Confessions of a Bank Teller - Second of a Series
79The Scoundrel
Katie and I had been roommates for about three weeks when Hank turned up for the second time; this time in a most unwelcome way. He was crawling out of the front window of our apartment. He must have thought I wouldn’t notice as he hung halfway in and halfway out of Katie’s bedroom window. That would have been nearly impossible since the front door and bedroom window were only a few feet apart facing a crowded parking lot serving the group of apartments.
Due to the late hour I’d had to park way out on the outer edge of the lot and walk up the rather creepy sidewalk through the trees leading up to our door in the darkness. The Spanish moss hung down in beards from the low branches, long enough to brush the top of my head like spider webs as I hurried past. I made a considerable amount of noise as I clomped toward the apartment door, evidently so much noise that Hank had bailed out upon my arrival.
Hank’s pocket was evidently caught on the window handle leaving him dangling in neither world by the seat of his pants. It seemed fitting, somehow. Even as Katie tried to calm him down I recognized his swearing as she pushed on his backside from inside the room. I considered giving him a quick jab from my umbrella just for good measure; he was the type your mother always warned you about. Alas, it wasn’t my battle.
I stepped inside the apartment pretending not to notice the window drama and headed straight for my room to change clothes. It had been a long day between working at the bank and suffering through the tedious evening course on Banking and Negotiable Instruments.
I presume Hank was supposed to wait until I was inside the apartment to crawl out so I wouldn’t see him, as if it were some kind of mystery that he was sneaking about. Leave it to Hank to mess things up whatever it was. I knew Katie would eventually share an entertaining story about this guy.
Katie and I had worked together at the bank for nearly a year before we decided to share a two bed room apartment. Neither of us had much furniture starting out. Katie had moved from a furnished flat. And I had left my belongings behind in a bailout plan suited for quick marital departures.
By the time we had each bought a decent bed, our meager funds suffered under the strain leaving little money for other furniture. We spent a lot of weekends together scouring flea markets and garage sales, hoping to find affordable items for our living space. We purchased colorful fabric and made pillow covers which we stuffed with foam pieces to create huge floor cushions for our bare living room. These served as our chairs.

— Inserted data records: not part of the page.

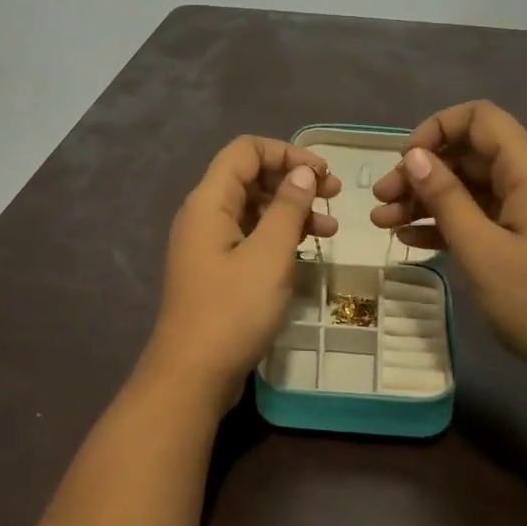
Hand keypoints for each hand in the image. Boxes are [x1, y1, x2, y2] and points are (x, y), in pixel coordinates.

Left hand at [145, 137, 342, 413]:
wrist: (192, 375)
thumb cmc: (233, 310)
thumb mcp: (270, 254)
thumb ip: (288, 207)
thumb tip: (303, 172)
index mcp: (209, 201)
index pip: (246, 150)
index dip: (287, 152)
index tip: (323, 174)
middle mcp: (204, 214)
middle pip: (250, 177)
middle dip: (294, 181)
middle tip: (334, 197)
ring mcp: (207, 244)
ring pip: (253, 209)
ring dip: (291, 212)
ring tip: (330, 231)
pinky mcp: (215, 270)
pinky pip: (249, 237)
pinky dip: (278, 237)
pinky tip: (306, 252)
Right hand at [370, 101, 526, 386]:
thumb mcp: (481, 250)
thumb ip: (446, 198)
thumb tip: (414, 156)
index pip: (482, 119)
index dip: (438, 128)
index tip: (406, 161)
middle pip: (470, 155)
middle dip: (422, 171)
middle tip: (381, 199)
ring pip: (470, 189)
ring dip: (426, 200)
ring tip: (382, 222)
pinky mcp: (525, 241)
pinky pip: (480, 218)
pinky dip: (446, 224)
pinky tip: (410, 241)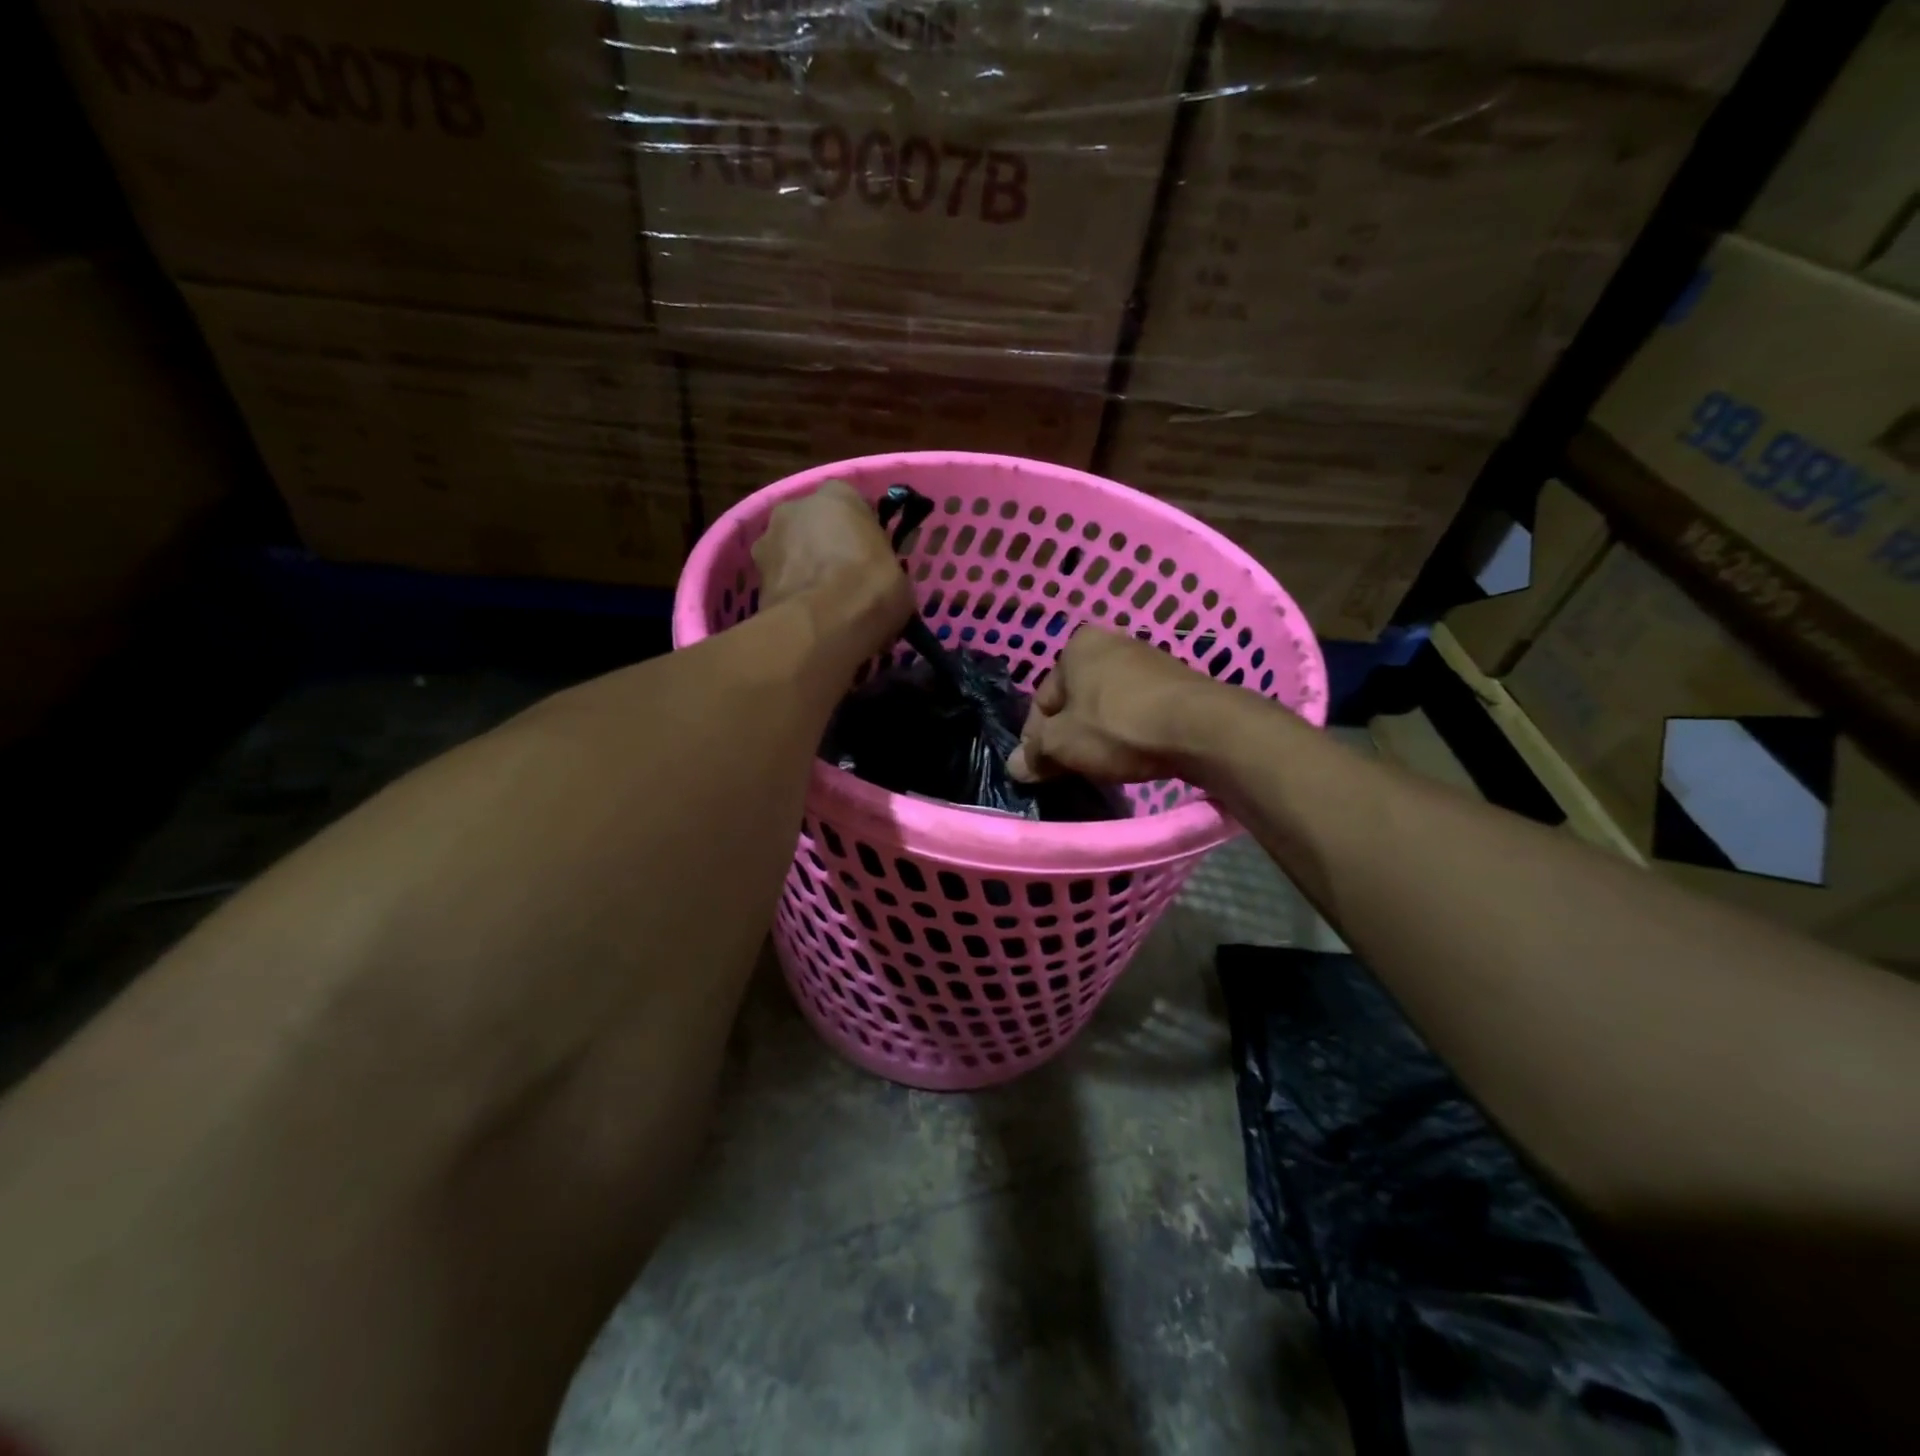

For our bedrooms we transformed empty cardboard boxes into makeshift storage by covering them in vibrant contact paper. This would serve until we could buy dressers. We were thrilled to have enormous walk-in closets, and eager for the day we’d be able to fill them with brand new clothes. But the way things were looking, that wouldn’t be anytime soon.
Our salaries at the bank were pitiful compared with the responsibility of our daily work. As tellers, our cash drawers at times might hold a hundred thousand dollars or more. Excess cash would be collected in batches during the day and stored in the vault to be deducted from our final ending cash tally.
I suffered from frequent nightmares in various themes always based on me coming up short in my cash drawer and ending up in awful trouble or fired, or worse. We were responsible for balancing our cash drawers at the end of the day and were expected to balance to the penny, which we very nearly always did. Except for that one awful time when we all had to stay until we found my huge shortage. It was nearly seven at night before one of us discovered a duplicate transaction where my register had stuck and issued a double entry. The ongoing stress was tremendous.
Although the bank frowned on salary discussions among employees, Katie and I had of course compared notes and had come to the same conclusion: we didn’t make nearly enough money. To our surprise and delight, we discovered a small provision in our employee handbook promising a five dollar raise weekly for any courses completed with passing grades. So we’d both signed up to take classes two nights a week through the American Institute of Banking. It was from one of these classes that I had returned to the apartment to find Hank hanging out the front window.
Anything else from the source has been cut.